As part of this investigative work, The Pointer’s dogged reporter Ed Smith, who has helped expose Barrick’s conduct since his days in Niagara more than a decade ago, arrived in South Stormont last week. The small, eastern Ontario municipality is the latest to inexplicably decide to give Barrick a job as its CAO, the top municipal official. 

On March 11, Smith planned to attend South Stormont’s council meeting to report on Barrick’s hiring. Due to the ice storm that swept across the region, Smith reached out to the local clerk to ensure the meeting was still taking place. 

It was. 

When Smith arrived, after communicating with the clerk, he was met by two OPP officers who blocked him from entering the Township Hall. According to one of the constables who spoke to Smith, they were called to prevent a “stalker” from entering the building. The name they were given was Ed Smith.

 

When The Pointer’s reporter Ed Smith arrived at South Stormont Township Hall, he was blocked from entering the building by two OPP officers.

(Ed Smith/The Pointer)

 

Barrick knows Smith works as a journalist for The Pointer and had contacted Barrick for comment upon his sudden departure from Thames Centre.

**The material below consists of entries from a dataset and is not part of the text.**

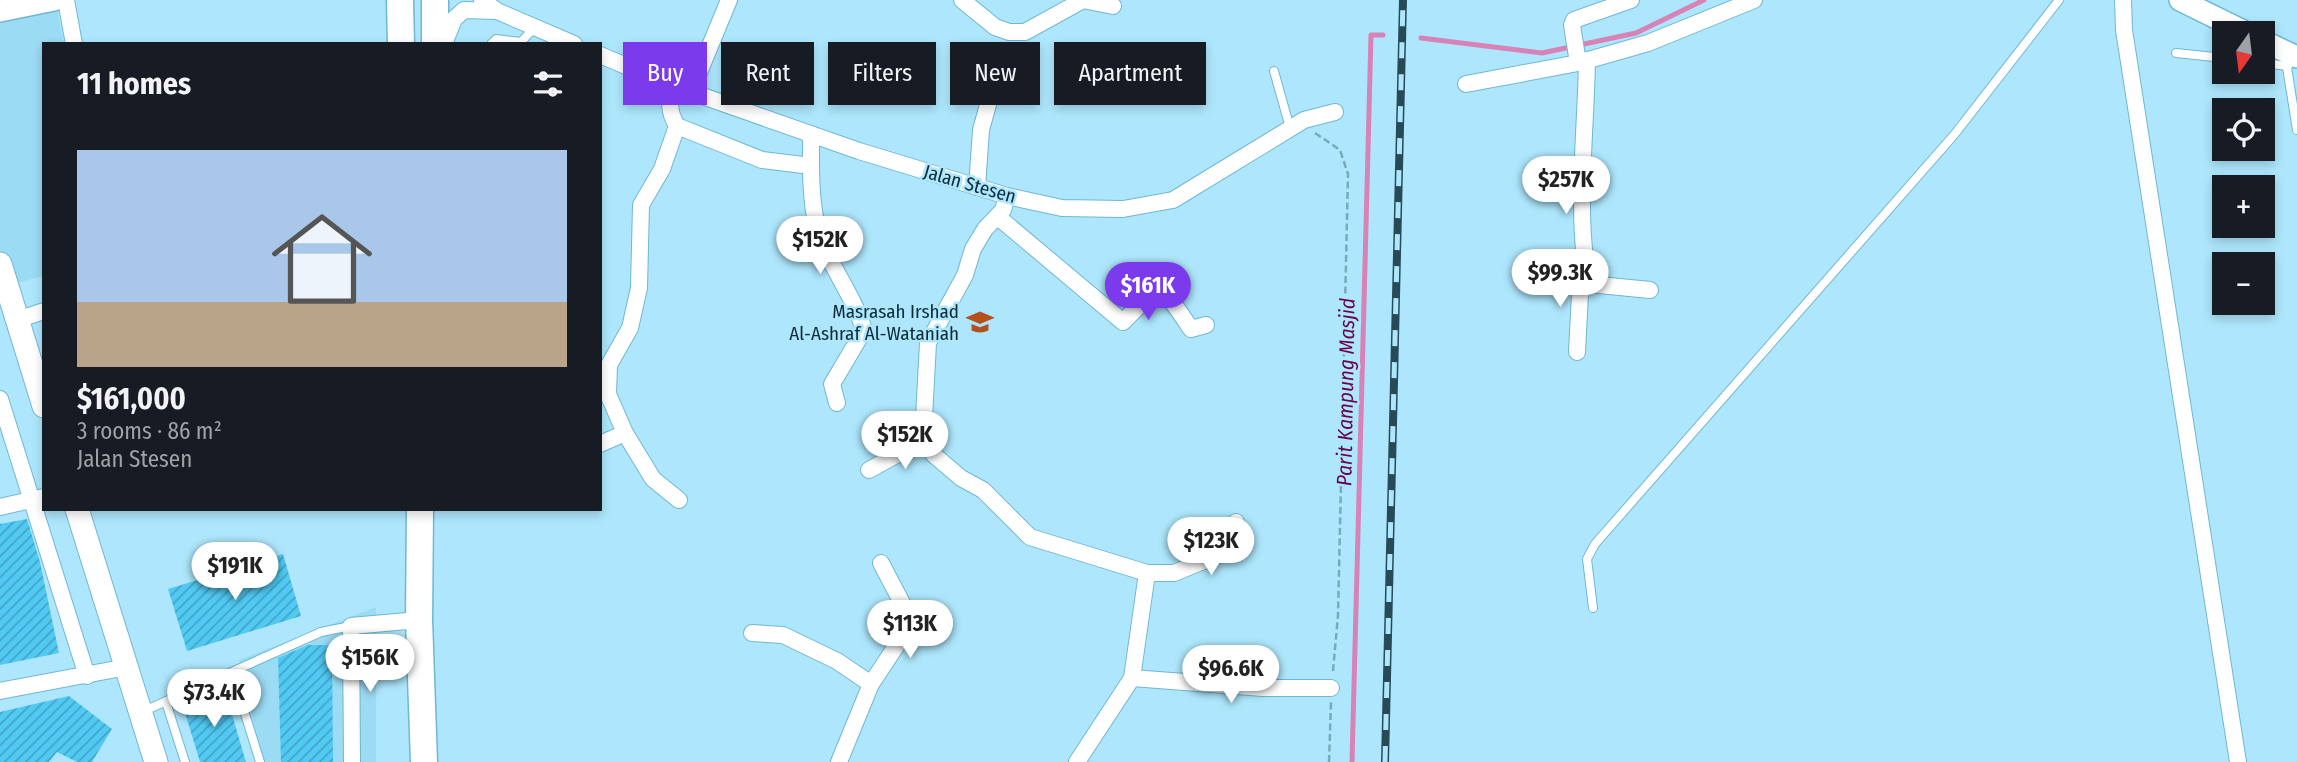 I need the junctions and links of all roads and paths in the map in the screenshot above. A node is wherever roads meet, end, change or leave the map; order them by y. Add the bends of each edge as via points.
1 (54, 0) edge
2 (66, 0) edge
3 (400, 0) edge
4 (435, 0) edge
5 (482, 0) edge
6 (729, 0) edge
7 (962, 0) edge
8 (1631, 0) edge
9 (1754, 0) edge
10 (2059, 0) edge
11 (2123, 0) edge
12 (2180, 0) edge
13 (499, 5) edge
14 (1113, 6) dead end
15 (0, 11) edge
16 (2223, 21) edge
17 (535, 27) junction
18 (74, 42) edge
19 (401, 42) edge
20 (435, 42) edge
21 (445, 42) edge
22 (493, 42) edge
23 (521, 42) edge
24 (521, 42) edge
25 (569, 42) edge
26 (2275, 49) edge
27 (1579, 52) junction
28 (707, 53) edge
29 (2176, 53) dead end
30 (602, 56) edge
31 (2212, 57) edge
32 (2290, 58) edge
33 (623, 65) edge
34 (1273, 71) dead end
35 (1466, 84) dead end
36 (707, 98) edge
37 (669, 105) edge
38 (988, 105) edge
39 (1335, 112) dead end
40 (1297, 124) junction
41 (677, 126) junction
42 (2297, 130) edge
43 (811, 135) junction
44 (811, 166) junction
45 (977, 187) junction
46 (1007, 196) junction
47 (998, 217) junction
48 (0, 264) edge
49 (1589, 284) junction
50 (1650, 290) dead end
51 (4, 297) edge
52 (42, 312) edge
53 (16, 320) junction
54 (1206, 325) dead end
55 (1577, 352) dead end
56 (0, 399) edge
57 (42, 400) edge
58 (837, 403) dead end
59 (625, 433) junction
60 (925, 439) junction
61 (602, 443) edge
62 (869, 470) dead end
63 (38, 498) edge
64 (679, 500) dead end
65 (0, 506) edge
66 (78, 511) edge
67 (420, 511) edge
68 (1236, 522) dead end
69 (881, 563) dead end
70 (1147, 573) junction
71 (1593, 608) dead end
72 (419, 620) junction
73 (351, 626) junction
74 (752, 633) dead end
75 (127, 667) junction
76 (232, 672) junction
77 (87, 676) junction
78 (1132, 678) junction
79 (871, 684) junction
80 (1331, 688) junction
81 (0, 691) edge
82 (166, 702) junction
83 (142, 712) junction
84 (156, 762) edge
85 (185, 762) edge
86 (260, 762) edge
87 (352, 762) edge
88 (424, 762) edge
89 (839, 762) edge
90 (1077, 762) edge
91 (1329, 762) edge
92 (2238, 762) edge

1 - 15 street
2 - 18 street
3 - 19 highway
4 - 20 highway
5 - 13 street
6 - 28 street
7 - 14 street via 995,27 1009,32 1025,32 1083,0
8 - 27 street via 1574,20
9 - 27 street via 1648,43
10 - 71 lane via 1954,135 1594,544 1587,559
11 - 92 street via 2123,30
12 - 16 street
13 - 17 street
13 - 21 street via 464,10 454,19
17 - 23 lane
17 - 25 street
22 - 24 lane
26 - 32 street
27 - 35 street
27 - 49 street
29 - 31 lane
30 - 33 street, Jalan Stesen
32 - 42 lane
34 - 40 lane
36 - 43 street, Jalan Stesen
37 - 41 street
38 - 45 street via 981,130
39 - 40 street, Jalan Stesen
40 - 46 street, Jalan Stesen via 1173,200 1123,209 1062,208
40 - 80 path via 1340,150 1348,174 1338,615
41 - 44 street via 762,160
41 - 59 street via 662,169 641,205 639,288 631,328 610,365 608,394
43 - 44 street
43 - 45 street, Jalan Stesen
44 - 58 street via 817,229 864,330 832,384
45 - 46 street, Jalan Stesen
46 - 47 street
47 - 54 street via 1123,322 1150,295 1161,291 1168,294 1191,329
47 - 60 street via 973,249 965,275 928,343
48 - 51 main road
49 - 50 street
49 - 55 street via 1580,293
51 - 53 main road
52 - 53 street
53 - 57 main road
56 - 63 street
59 - 61 street
59 - 64 street via 653,480
60 - 62 street
60 - 70 street via 933,455 983,490 1030,537
63 - 65 street
63 - 77 street
66 - 75 main road
67 - 72 highway
68 - 70 street via 1223,553 1174,573
69 - 79 street via 912,622
70 - 78 street
72 - 73 street
72 - 88 highway
73 - 76 lane via 321,632
73 - 87 street
74 - 79 street via 783,635 837,661
75 - 77 street
75 - 83 main road
76 - 82 lane
76 - 86 lane
77 - 81 street
78 - 80 street
78 - 90 street
79 - 89 street
80 - 91 path
82 - 83 lane
82 - 85 lane
83 - 84 main road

Barrick did not respond to the request for an explanation, after sources told The Pointer he had been fired.

And now, Smith has been barred from returning to South Stormont’s Townhall under threat of a future trespass notice, with no explanation. 

The ongoing saga of David Barrick is part of the slow creep of anti-democratic practices taking over the municipal system.

It doesn’t happen in a vacuum. 

Municipalities are "creatures of the province”. They follow the lead of Ford and his PC government which is systematically dismantling accountability functions.

Last week Ford announced he was exempting himself, his Cabinet ministers and their staff from FOI legislation, cloaking all of their communications to prevent the public from access. If they want to find out how their taxpayer dollars are being spent, too bad. 

Ontario’s municipal accountability system was already on fumes. 

The Ontario Ombudsman has in recent years left it to municipal councils to police themselves. Local integrity commissioners are at the whim of the same mayors and councillors who are supposed to be held accountable by the people they hire, and can fire. (Patrick Brown oversaw the hiring of Brampton integrity commissioner Muneeza Sheikh, despite their connections and her lack of experience, then after a rival group of councillors fired her, she threatened a $20 million lawsuit before Brown rehired her when most of them did not return to council following the 2022 election.)

In St. Catharines, Integrity Commissioner Michael Maynard admitted Mayor Mat Siscoe broke the rules when he used taxpayer money to attend an election campaign event endorsing Ford for premier, but he refused to sanction him. In Niagara Falls, Maynard has gone out of his way to shield Councillor Mike Strange, who is facing a criminal charge for alleged intimate partner violence, from consequences after directing a local community group to drown out female anti-violence advocates during a council meeting, in exchange for free beer and pizza afterward. 

Niagara Falls residents hoping to hold their elected officials accountable must now pay $1,000 to file an integrity commissioner complaint against them, and council is seeking $4,000 for costs from one of the residents who filed a complaint against Strange.  

While the PCs promise their widely discussed Bill 9 will improve the broken municipal accountability system, the government is actively ignoring the most crucial change, the need to take the oversight process out of the hands of local elected officials.

Sources in the sector have told The Pointer that Ford is balking at the idea of any meaningful reform.  

Voters need to send a clear message to politicians later this year: if their hard earned money is being abused, wasted and misspent by City Hall, while property taxes continue to soar, Ontarians will take the need for accountability in municipal government into their own hands when they go to the polls this fall.